Gli piace definirsi «equilibrista in patrie a noleggio» ma è medico, scrittore, mediatore culturale: Kossi Komla-Ebri trova pure il tempo di fare politica. C’è chi lo considera un genio per avere scoperto – o inventato? – la categoria degli imbarazzismi che colma uno spazio vuoto nella sociologia: infatti il neologismo «imbarazzismo» fa rima con ignoranza (e forse con buonismo) anziché con xenofobia (e “cattivismo”?) ma i danni che produce sono quasi uguali. Non sapete cosa sono gli «imbarazzismi»? Si rimedia con 6,90 euri comprando uno dei due libretti editi dall’edizioni dell’Arco (meglio il primo) in cui Komla-Ebri raccoglie un po’ di storie capitate a lui e ad altri migranti: si sorride molto ma “verde”, cioé con amarezza. Se non li trovate in libreria, andate in cerca di quegli immigrati che li vendono per strada e già che ci siete compratevi anche questo Vita e sogni, appena uscito: 8 racconti di cui almeno 6 splendidi. Il nodo migrazioni-razzismi-intercultura torna più forte in «Gimi» (quasi la confessione-diario di un albanese clandestino nel ‘99) e nel duetto «Identità trasversa» e «Sognando una favola» che rappresentano due diversi modi di parlare dei cosiddetti G2, le seconde generazioni. L’identità «trasversa» è anche quella di un ragazzino fra due patrie che “prova” fra sé e sé il discorso da fare ai genitori che vogliono riportarlo in Africa dove lui (è ovvio?) non si sente a casa sua. Con un bel finale che… parla di leggi da mutare e di cittadinanza da conquistare. Mentre la favola da sognare – nell’ultimo racconto – sembra il futuro o l’altra faccia, quella ottimista, dello stesso tema: il bello della «mondialità», senza incomprensioni o paure.
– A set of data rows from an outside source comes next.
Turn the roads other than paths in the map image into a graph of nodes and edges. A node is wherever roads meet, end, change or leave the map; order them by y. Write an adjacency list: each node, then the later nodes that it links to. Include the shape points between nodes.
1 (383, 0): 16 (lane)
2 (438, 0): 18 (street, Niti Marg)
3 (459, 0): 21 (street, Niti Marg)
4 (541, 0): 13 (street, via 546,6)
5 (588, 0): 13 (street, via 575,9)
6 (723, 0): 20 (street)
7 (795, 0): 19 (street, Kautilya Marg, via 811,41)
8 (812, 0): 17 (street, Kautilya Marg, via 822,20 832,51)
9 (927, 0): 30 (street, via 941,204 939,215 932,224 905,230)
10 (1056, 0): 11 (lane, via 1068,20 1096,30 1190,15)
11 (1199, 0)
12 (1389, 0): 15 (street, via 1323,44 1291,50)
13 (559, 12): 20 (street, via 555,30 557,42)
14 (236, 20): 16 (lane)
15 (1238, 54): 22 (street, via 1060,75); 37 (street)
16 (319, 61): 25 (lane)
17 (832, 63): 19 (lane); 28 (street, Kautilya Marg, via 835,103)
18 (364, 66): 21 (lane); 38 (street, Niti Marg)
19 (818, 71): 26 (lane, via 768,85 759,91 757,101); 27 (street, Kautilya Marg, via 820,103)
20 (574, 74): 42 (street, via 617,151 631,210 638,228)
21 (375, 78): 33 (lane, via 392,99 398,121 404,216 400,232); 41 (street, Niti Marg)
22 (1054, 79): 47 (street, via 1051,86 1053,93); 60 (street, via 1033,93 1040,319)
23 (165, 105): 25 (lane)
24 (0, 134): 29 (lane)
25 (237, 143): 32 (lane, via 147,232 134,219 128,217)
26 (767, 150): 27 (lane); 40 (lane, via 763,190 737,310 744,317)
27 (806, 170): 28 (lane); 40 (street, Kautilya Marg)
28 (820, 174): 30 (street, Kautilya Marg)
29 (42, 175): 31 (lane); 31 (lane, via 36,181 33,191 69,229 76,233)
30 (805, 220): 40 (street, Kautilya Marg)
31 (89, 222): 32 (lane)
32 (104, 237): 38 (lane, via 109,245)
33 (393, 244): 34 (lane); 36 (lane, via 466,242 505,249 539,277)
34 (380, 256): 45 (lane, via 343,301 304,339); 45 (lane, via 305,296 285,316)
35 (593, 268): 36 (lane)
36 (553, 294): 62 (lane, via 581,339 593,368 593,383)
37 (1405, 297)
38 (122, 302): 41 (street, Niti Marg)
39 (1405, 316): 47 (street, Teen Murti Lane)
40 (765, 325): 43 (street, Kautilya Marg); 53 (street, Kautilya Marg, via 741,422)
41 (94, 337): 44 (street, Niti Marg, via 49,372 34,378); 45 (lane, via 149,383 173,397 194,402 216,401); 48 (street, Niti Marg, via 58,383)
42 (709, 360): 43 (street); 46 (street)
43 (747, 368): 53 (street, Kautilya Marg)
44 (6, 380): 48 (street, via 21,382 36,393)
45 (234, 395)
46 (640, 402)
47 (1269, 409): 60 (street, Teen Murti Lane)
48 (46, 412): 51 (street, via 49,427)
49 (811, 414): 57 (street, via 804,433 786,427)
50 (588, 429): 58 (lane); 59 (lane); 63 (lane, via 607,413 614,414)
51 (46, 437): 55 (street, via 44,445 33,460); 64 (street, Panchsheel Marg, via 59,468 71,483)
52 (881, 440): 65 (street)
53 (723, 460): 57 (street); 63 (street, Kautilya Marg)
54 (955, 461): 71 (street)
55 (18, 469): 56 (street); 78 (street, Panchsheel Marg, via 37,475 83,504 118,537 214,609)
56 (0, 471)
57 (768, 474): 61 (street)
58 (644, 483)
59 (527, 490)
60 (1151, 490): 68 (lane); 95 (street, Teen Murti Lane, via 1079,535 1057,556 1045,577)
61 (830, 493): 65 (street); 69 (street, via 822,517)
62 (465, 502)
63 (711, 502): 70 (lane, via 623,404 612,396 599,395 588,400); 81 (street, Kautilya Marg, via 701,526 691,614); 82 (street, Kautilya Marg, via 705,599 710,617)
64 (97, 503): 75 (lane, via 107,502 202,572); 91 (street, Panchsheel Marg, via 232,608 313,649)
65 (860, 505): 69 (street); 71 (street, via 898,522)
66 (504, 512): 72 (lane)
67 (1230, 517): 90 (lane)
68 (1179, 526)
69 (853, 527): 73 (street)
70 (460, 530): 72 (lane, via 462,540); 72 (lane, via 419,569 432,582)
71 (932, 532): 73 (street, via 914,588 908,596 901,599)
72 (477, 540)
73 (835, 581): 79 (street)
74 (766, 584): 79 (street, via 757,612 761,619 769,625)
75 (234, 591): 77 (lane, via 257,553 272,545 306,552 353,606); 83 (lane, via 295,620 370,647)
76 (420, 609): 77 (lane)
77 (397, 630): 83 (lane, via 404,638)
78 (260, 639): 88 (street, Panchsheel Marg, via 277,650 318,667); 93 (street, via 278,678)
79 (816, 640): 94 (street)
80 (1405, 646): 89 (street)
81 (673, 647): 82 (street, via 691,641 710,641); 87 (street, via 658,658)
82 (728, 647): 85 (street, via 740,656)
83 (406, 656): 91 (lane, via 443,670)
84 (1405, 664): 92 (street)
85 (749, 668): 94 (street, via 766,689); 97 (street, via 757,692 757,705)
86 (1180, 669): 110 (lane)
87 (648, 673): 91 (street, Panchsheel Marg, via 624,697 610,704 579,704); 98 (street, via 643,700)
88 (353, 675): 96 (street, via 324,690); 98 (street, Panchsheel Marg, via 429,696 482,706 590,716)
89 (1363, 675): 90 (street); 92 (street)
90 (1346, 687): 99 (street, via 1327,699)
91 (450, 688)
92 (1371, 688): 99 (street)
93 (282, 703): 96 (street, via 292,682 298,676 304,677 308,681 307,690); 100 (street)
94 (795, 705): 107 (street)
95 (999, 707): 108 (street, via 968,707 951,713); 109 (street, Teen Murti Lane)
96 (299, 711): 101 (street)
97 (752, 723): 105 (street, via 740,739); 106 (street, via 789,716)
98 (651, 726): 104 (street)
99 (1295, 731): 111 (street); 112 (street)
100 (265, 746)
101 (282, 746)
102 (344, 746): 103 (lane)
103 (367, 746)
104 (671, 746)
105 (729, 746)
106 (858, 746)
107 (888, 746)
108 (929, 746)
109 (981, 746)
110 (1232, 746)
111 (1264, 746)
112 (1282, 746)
Il racconto d’apertura, «Il buio della notte», ci trascina in una strana veglia e nel dubbio che l’amore non basti a risolvere tutto; ma anche questo stato d’animo diciamo universale assume un diverso significato se il protagonista è un migrante: perché è «soffocante la questua di tenerezza in terra straniera». Il secondo e splendido racconto, «Rap hip-hop», è fantascienza pura con un anziano che ripensa alla sua infanzia in Africa: indimenticabile è il sistema «vota e gratta»: forse a Komla-Ebri conviene brevettarlo perché è assai probabile che nel nostro futuro prossimo ci toccherà vedere anche quest’altra faccia del rito democratico.